This is an example of what I am trying to accomplish:

int main()
{
    char temp[5] = "begin";
    char temp_list [10];
    temp_list[0] = temp;

    for (int i = 0; i < strlen(temp_list); i++)
    {
        printf("Labels: %s,", temp_list[i]);
    }
}

When I run this program, it prints out gibberish.

Any form of guidance would be very appreciated. Thank you.

Edit:

Thank you for the answers. They are all really helpful. But I have another question... what if I have multiple character arrays that I want to insert to temp_list ? Using strcpy multiple times seem to not work, since I am assuming the function basically replaces the entire content of the temp_list with the string passed with strcpy ?

There are a bunch of misconceptions regarding strings. Your array temp needs to be big enough to also store the null-terminator, so it needs a size of at least 6 in this case:

char temp[6] = "begin"; // 5 chars plus the null terminator

To copy the string, use strcpy :

char temp_list[10];
strcpy(temp_list, temp);

To print it, pass temp_list , not temp_list[i] , also you don't need that loop:

printf("%s\n", temp_list);

The final program could look like this:

int main()
{
    char temp[6] = "begin";
    char temp_list[10];
    strcpy(temp_list, temp);
    printf("%s\n", temp_list);
    return 0;
}

You have three problems here. First, temp is not big enough to hold the string "begin". Strings in C are null terminated, so this string actually takes up 6 bytes, not 5. So make temp big enough to hold this string:

char temp[6] = "begin";

Or better yet:

char temp[] = "begin";

Which sizes the array exactly as needed for the string.

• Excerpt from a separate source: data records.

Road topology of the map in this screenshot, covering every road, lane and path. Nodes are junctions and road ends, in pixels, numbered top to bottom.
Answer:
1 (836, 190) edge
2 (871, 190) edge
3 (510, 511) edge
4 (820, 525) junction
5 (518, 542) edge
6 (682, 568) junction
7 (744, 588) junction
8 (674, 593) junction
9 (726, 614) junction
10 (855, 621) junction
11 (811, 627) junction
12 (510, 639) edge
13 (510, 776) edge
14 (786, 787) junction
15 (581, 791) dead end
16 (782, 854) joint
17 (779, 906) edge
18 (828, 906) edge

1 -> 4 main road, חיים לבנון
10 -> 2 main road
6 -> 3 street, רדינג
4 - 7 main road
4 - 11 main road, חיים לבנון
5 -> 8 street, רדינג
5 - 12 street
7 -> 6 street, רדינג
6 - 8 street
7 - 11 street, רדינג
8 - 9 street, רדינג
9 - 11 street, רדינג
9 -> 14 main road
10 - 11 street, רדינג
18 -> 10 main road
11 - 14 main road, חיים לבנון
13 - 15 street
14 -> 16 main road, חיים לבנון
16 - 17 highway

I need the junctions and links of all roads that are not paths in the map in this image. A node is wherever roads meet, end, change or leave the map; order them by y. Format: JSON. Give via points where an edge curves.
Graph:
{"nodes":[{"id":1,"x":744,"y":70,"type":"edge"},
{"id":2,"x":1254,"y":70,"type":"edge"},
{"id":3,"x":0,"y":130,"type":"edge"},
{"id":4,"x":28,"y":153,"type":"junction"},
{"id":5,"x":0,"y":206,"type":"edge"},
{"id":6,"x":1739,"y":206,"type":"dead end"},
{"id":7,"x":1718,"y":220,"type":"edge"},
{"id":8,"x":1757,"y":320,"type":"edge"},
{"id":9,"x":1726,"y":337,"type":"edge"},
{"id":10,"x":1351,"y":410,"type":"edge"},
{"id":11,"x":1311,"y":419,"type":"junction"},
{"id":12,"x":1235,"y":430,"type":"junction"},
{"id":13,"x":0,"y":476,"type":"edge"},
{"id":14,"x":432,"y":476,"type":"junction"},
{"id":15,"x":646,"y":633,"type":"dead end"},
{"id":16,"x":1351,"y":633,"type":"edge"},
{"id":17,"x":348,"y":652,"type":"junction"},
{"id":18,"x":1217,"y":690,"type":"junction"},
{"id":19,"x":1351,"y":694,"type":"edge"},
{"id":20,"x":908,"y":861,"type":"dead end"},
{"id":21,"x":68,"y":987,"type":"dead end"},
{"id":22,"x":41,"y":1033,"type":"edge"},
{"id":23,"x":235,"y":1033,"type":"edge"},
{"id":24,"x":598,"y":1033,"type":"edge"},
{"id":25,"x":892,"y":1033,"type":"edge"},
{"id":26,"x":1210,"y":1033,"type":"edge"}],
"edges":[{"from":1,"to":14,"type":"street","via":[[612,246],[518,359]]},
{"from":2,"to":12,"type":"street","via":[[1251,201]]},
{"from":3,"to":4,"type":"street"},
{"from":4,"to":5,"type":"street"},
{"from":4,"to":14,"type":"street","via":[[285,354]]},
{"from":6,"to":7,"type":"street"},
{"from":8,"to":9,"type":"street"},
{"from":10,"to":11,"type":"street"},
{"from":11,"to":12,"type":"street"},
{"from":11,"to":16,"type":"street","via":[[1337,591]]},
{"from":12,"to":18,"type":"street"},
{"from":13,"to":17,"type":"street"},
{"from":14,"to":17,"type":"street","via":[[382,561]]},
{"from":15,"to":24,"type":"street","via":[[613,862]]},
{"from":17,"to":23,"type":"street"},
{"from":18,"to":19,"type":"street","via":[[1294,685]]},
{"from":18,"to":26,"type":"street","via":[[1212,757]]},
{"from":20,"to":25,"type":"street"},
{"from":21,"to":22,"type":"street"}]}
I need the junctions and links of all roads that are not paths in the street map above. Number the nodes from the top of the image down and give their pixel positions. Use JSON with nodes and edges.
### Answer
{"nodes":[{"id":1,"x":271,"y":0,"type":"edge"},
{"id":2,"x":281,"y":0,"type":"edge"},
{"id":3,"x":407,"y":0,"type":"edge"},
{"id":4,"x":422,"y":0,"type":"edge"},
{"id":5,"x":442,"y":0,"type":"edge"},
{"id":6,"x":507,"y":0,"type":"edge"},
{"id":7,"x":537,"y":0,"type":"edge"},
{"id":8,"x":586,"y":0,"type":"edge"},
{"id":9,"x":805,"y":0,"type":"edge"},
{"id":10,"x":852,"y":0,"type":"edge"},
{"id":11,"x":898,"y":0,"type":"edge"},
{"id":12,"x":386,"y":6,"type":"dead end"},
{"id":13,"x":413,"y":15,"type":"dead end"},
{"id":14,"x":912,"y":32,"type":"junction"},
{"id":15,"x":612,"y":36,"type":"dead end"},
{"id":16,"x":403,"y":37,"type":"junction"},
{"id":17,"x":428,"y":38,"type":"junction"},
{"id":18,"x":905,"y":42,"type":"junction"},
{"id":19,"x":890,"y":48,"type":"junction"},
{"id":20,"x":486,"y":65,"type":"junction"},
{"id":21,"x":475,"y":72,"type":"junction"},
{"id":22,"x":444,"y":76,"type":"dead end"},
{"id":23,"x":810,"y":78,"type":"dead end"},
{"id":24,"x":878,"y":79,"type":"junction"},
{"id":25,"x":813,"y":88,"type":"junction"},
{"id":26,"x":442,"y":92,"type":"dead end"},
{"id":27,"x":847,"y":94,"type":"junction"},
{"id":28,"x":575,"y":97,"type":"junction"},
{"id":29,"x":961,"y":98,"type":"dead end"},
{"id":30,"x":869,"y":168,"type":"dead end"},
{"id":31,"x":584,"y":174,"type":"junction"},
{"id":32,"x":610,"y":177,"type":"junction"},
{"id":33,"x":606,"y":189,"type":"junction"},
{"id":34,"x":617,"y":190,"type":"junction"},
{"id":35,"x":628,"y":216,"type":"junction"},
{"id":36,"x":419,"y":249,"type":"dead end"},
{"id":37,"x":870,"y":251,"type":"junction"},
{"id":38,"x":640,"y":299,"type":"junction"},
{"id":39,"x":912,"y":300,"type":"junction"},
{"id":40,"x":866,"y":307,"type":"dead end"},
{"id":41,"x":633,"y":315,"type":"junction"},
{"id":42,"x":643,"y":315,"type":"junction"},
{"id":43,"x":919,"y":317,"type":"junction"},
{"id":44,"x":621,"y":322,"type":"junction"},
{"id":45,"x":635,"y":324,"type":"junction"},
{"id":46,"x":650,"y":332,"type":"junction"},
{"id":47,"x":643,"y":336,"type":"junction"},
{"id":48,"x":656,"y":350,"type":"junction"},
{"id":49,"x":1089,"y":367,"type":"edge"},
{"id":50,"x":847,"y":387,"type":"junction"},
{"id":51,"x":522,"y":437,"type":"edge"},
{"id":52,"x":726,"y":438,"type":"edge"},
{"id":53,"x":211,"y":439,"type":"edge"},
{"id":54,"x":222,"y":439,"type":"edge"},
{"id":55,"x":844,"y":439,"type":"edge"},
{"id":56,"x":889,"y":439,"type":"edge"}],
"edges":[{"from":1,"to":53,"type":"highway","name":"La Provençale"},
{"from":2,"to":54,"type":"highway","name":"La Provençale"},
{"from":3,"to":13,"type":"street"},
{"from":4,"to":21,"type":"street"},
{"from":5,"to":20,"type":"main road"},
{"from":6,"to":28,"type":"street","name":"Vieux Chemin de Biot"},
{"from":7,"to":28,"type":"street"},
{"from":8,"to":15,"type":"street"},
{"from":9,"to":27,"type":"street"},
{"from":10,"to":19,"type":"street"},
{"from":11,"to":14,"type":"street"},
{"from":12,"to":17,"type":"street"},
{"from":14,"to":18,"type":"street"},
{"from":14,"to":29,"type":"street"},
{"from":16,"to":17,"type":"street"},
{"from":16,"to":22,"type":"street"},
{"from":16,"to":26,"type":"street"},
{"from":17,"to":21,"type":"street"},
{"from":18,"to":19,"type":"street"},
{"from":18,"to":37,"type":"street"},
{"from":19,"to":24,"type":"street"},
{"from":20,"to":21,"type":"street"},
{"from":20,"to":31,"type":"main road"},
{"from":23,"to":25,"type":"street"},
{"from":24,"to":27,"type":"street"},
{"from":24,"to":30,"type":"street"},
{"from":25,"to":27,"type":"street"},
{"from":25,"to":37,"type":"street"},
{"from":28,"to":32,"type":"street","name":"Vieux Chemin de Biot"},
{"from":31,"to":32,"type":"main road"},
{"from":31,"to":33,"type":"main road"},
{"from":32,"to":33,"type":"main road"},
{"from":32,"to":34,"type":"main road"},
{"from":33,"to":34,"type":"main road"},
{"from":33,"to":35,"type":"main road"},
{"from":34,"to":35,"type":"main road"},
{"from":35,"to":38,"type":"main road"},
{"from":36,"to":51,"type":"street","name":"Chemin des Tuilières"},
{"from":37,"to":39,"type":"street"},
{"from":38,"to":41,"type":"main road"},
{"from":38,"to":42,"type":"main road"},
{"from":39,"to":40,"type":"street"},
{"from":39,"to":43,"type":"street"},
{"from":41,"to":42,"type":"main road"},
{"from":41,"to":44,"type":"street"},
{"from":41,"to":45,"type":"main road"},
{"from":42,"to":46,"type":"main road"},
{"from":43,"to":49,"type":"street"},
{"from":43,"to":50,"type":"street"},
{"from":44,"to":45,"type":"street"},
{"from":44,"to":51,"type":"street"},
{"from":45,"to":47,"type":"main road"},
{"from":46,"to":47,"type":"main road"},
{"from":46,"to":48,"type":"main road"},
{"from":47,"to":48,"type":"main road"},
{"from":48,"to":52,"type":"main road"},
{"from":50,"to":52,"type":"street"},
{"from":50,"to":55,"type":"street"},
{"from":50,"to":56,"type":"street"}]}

The second problem is here:

temp_list[0] = temp;

You're assigning an array (actually a pointer to the array's first element) to the first element of another array. That's a type mismatch of assigning a char * to a char . Even if the types matched, that's not how strings are copied. For that, use the strcpy function:

strcpy(temp_list, temp);

Finally, you're not printing the result correctly:

for (int i = 0; i < strlen(temp_list); i++)
{
    printf("Labels: %s,", temp_list[i]);
}

The %s format specifier expects a pointer to a char array in order to print a string, but you're passing in a single characters. Mismatching format specifiers invokes undefined behavior .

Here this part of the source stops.